Der apolitische Steinbrück strapaziert die SPD
Nach dem Geld-Interview des SPD-Kanzlerkandidaten herrscht
unter Sozialdemokraten Fassungslosigkeit. Vielen erscheint der Preis,
ihn zu verteidigen, zu hoch. Will der Mann überhaupt Kanzler werden? Von Daniel Friedrich Sturm
Eine kluge Antwort hatte sich Peer Steinbrück
ausgedacht, als er in einem Interview gefragt wurde, ob er sich
unterbezahlt fühle. Steinbrück brach in Lachen aus und bekundete: "Das
ist eine tödliche Frage." Messerscharf war diese Analyse Peer
Steinbrücks als Bundesfinanzminister vor gut sechs Jahren. Dabei drückte
er sich mitnichten um eine Antwort. Nach den einleitenden Worten von
der "tödlichen Frage" sprach er davon, er erhalte einen Nettostundenlohn
von 35 bis 40 Euro, und sagte: "Das halte ich nicht für überbezahlt
angesichts der Aufgaben, für die ich Verantwortung trage."
Wer wollte
Steinbrück da widersprechen? Sein damaliges Interview beschäftigte die
Republik eher einige Stunden denn einige Tage, wenn überhaupt, und kein
Wahlkämpfer der SPD sah Anlass für Depressionen – anders als nach den
Worten, die ihr Kanzlerkandidat vor wenigen Tagen fand. So wie der Ton
die Musik macht, so kann die Einleitung einer Antwort die Aussage eines
Interview verändern. Gewiss, Journalisten neigen anschließend dazu,
Zitate zu pointieren. Politiker wiederum relativieren noch so prägnante
Zitate aus dem eigenen Munde mit dem Hinweis, dieser oder jener Satz sei "verkürzt" wiedergeben worden.
Die Mitstreiter zahlen einen hohen Preis
Der nächste
Fettnapf, den Steinbrück in Aussicht nimmt, ist schließlich wohl nur
eine Frage der Zeit. Das äußern auch Sozialdemokraten, wenn sie ehrlich
und souverän sind, was vielen in diesen Tagen besonders schwer fällt.
Das sei wohl der Zwiespalt, mit dem SPD leben müsse, heißt es über den
Kandidaten mit der losen Zunge. Er werde mit der Causa Kanzler-Gehalt
nicht das letzte Mal derart irritiert haben. "Scheiße" ist das Wort, das
intern derzeit besonders oft fällt, und andere Vokabeln lauten:
unerklärlicher Fehler und taktische Mängel. Das Fazit?
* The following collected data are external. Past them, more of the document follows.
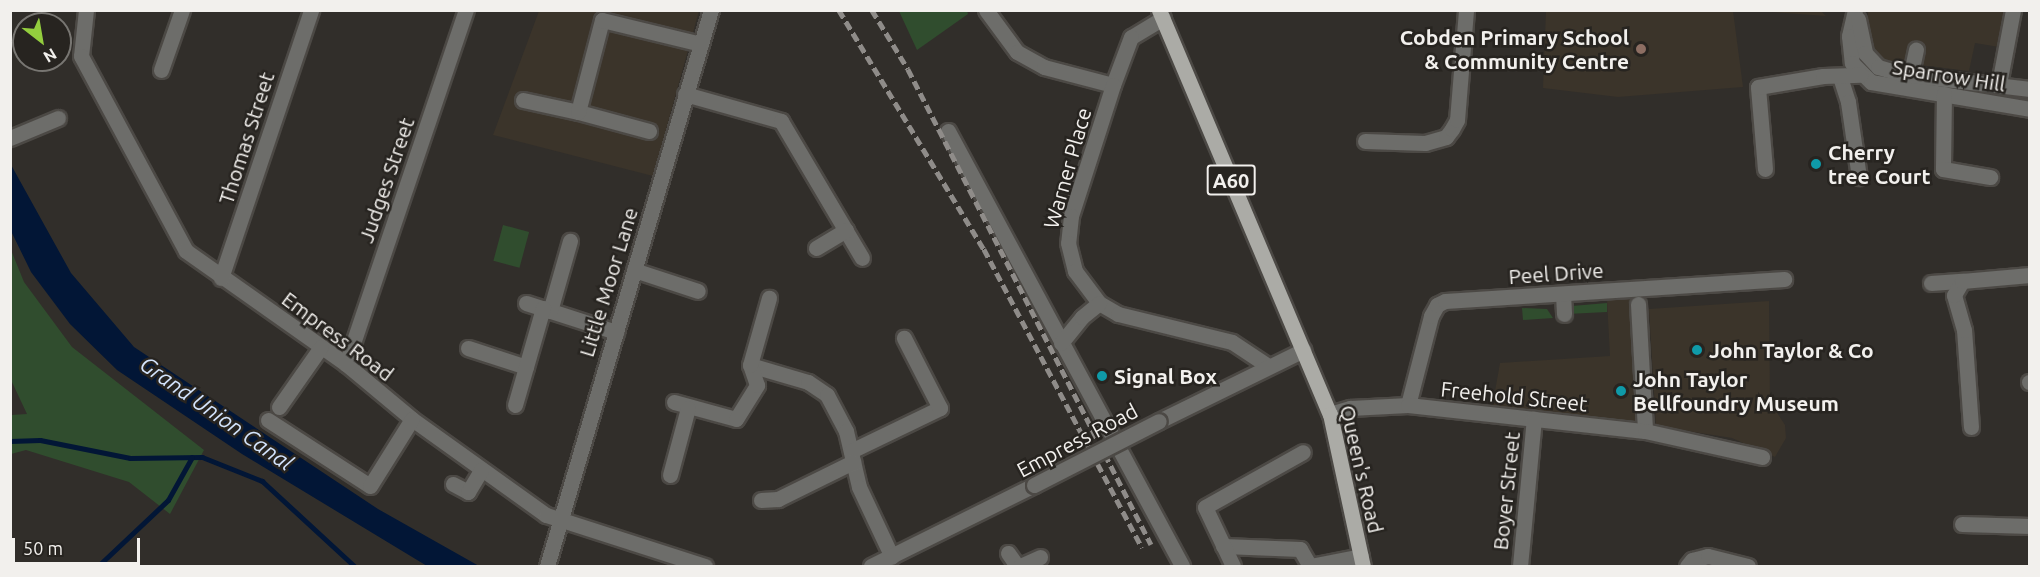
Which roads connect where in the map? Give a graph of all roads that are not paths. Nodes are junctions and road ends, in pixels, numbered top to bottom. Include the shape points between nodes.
1 (86, 10) edge
2 (182, 10) edge
3 (310, 10) edge
4 (466, 10) edge
5 (711, 10) edge
6 (986, 10) edge
7 (1466, 10) edge
8 (1857, 10) edge
9 (2013, 10) edge
10 (1161, 14) edge
11 (603, 15) edge
12 (701, 44) junction
13 (1916, 50) dead end
14 (161, 70) dead end
15 (1911, 74) junction
16 (1861, 75) junction
17 (1840, 77) junction
18 (1999, 84) junction
19 (1113, 85) junction
20 (2030, 88) edge
21 (1944, 93) junction
22 (685, 94) junction
23 (523, 100) dead end
24 (2030, 109) edge
25 (578, 112) junction
26 (58, 118) dead end
27 (948, 130) dead end
28 (649, 131) dead end
29 (10, 138) edge
30 (1365, 141) dead end
31 (1765, 169) dead end
32 (1859, 177) dead end
33 (1990, 177) dead end
34 (846, 230) junction
35 (570, 241) dead end
36 (816, 248) dead end
37 (862, 258) dead end
38 (634, 270) junction
39 (2030, 275) edge
40 (221, 278) junction
41 (1784, 279) dead end
42 (1962, 281) junction
43 (1931, 283) dead end
44 (698, 291) dead end
45 (1563, 294) junction
46 (769, 298) dead end
47 (526, 303) dead end
48 (1099, 303) junction
49 (1638, 304) dead end
50 (546, 309) junction
51 (1564, 314) dead end
52 (616, 332) junction
53 (904, 338) dead end
54 (1061, 343) junction
55 (321, 347) junction
56 (468, 348) dead end
57 (1303, 350) junction
58 (346, 364) junction
59 (750, 365) junction
60 (1268, 366) junction
61 (526, 367) junction
62 (514, 405) dead end
63 (1408, 405) junction
64 (279, 407) dead end
65 (1330, 414) junction
66 (412, 419) junction
67 (1534, 419) junction
68 (268, 420) dead end
69 (1971, 427) dead end
70 (1645, 431) junction
71 (1303, 452) dead end
72 (852, 457) junction
73 (1762, 457) dead end
74 (481, 470) junction
75 (670, 475) dead end
76 (453, 484) dead end
77 (760, 500) dead end
78 (558, 521) junction
79 (1962, 524) dead end
80 (2030, 526) edge
81 (1223, 546) junction
82 (892, 557) junction
83 (1040, 557) dead end
84 (1362, 561) edge
85 (1015, 562) edge
86 (1310, 566) edge
87 (547, 567) edge
88 (705, 567) edge
89 (871, 567) edge
90 (1182, 567) edge
91 (1233, 567) edge
92 (1520, 567) edge
93 (1687, 567) edge
94 (1748, 567) edge

1 - 40 street, Empress Road via 80,44 88,74 186,251
2 - 14 street
3 - 40 street, Thomas Street
4 - 58 street, Judges Street
5 - 12 street, Little Moor Lane
6 - 19 street via 1017,52 1044,68
7 - 30 street via 1457,120 1446,138 1425,143
8 - 15 street, Sparrow Hill via 1858,34 1865,53 1878,67
8 - 16 street, Sparrow Hill via 1849,49 1852,63
9 - 18 street
10 - 19 street, Warner Place via 1131,37
10 - 57 main road, A60
11 - 12 street
11 - 25 street
12 - 22 street, Little Moor Lane
13 - 15 street
15 - 18 street, Sparrow Hill
16 - 17 street
16 - 21 street, Sparrow Hill via 1887,87
17 - 31 street via 1758,87
17 - 32 street via 1848,102
18 - 20 street, Sparrow Hill
19 - 48 street, Warner Place via 1071,216 1068,243 1075,271
21 - 24 street, Sparrow Hill
21 - 33 street via 1943,169
22 - 34 street via 782,121
22 - 38 street, Little Moor Lane
23 - 25 street
25 - 28 street
26 - 29 street
27 - 54 street
34 - 36 street
34 - 37 street
35 - 50 street
38 - 44 street
38 - 52 street, Little Moor Lane
39 - 42 street
40 - 55 street, Empress Road
41 - 45 street, Peel Drive
42 - 43 street
42 - 69 street via 1954,295 1964,330
45 - 51 street
45 - 63 street, Peel Drive via 1437,305
46 - 59 street
47 - 50 street
48 - 54 street
48 - 60 street, Warner Place via 1118,314 1232,342
49 - 70 street
50 - 52 street
50 - 61 street
52 - 78 street, Little Moor Lane
53 - 72 street via 939,408
54 - 90 street
55 - 58 street, Empress Road
55 - 64 street
56 - 61 street
57 - 60 street, Empress Road
57 - 65 main road, Queen's Road / A60
58 - 66 street, Empress Road
59 - 72 street via 808,382 827,395 846,431
59 - 75 street via 757,385 736,419 681,405
60 - 82 street, Empress Road, bridge
61 - 62 street
63 - 65 street, Freehold Street via 1350,408
63 - 67 street, Freehold Street
65 - 84 main road, Queen's Road / A60
66 - 68 street via 370,486
66 - 74 street, Empress Road
67 - 70 street, Freehold Street
67 - 92 street, Boyer Street
70 - 73 street, Freehold Street
71 - 81 street via 1204,507
72 - 77 street via 778,499
72 - 82 street via 863,497
74 - 76 street via 468,492
74 - 78 street, Empress Road
78 - 87 street, Little Moor Lane
78 - 88 street, Empress Road
79 - 80 street
81 - 86 street via 1300,549
81 - 91 street
82 - 89 street, Empress Road
83 - 85 street
84 - 86 street
93 - 94 street via 1692,560 1708,556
Allgemeine
Fassungslosigkeit.
"Ich will mich
nicht bis zur Unkenntlichkeit verbiegen", sagt Steinbrück, und mancher
in seinem Umfeld will ihn inszenieren als authentisch, kantig, direkt,
ganz anders also als die Kanzlerin. Mister Klartext gegen
Schwurbel-Merkel, lautet diese Gleichung. Sie ist hochriskant, wie sich
nun abermals zeigt. "Er sagt, was er denkt", heißt es oft über
Steinbrück. Es ist ein Urteil, das einen erschaudern lassen muss. Man
verkündet innere Überzeugungen nicht zu jeder Zeit, schon gar nicht
jedem gegenüber. Das ist im privaten Leben nicht möglich, und im
politischen noch weniger.
Steinbrück, der
in wenigen Tagen 66 Jahre alt wird, hat den Vorteil, auf "alles oder
nichts" setzen zu können. Das entspricht seinem Charakter. Diese "Ich
will so bleiben, wie ich bin"-Philosophie aber erinnert nicht nur an
eine cholesterinfreie Margarine, sondern auch an die Attitüde, mit der
schon Kurt Beck als SPD-Vorsitzender in Berlin gescheitert ist. "Links"
ist sie noch am wenigsten. Steinbrück aber, der in inhaltlichen Fragen
hoch flexibel ist, will persönlich konsequent bleiben. Seinen
Mitstreitern nötigt das einen hohen Preis ab.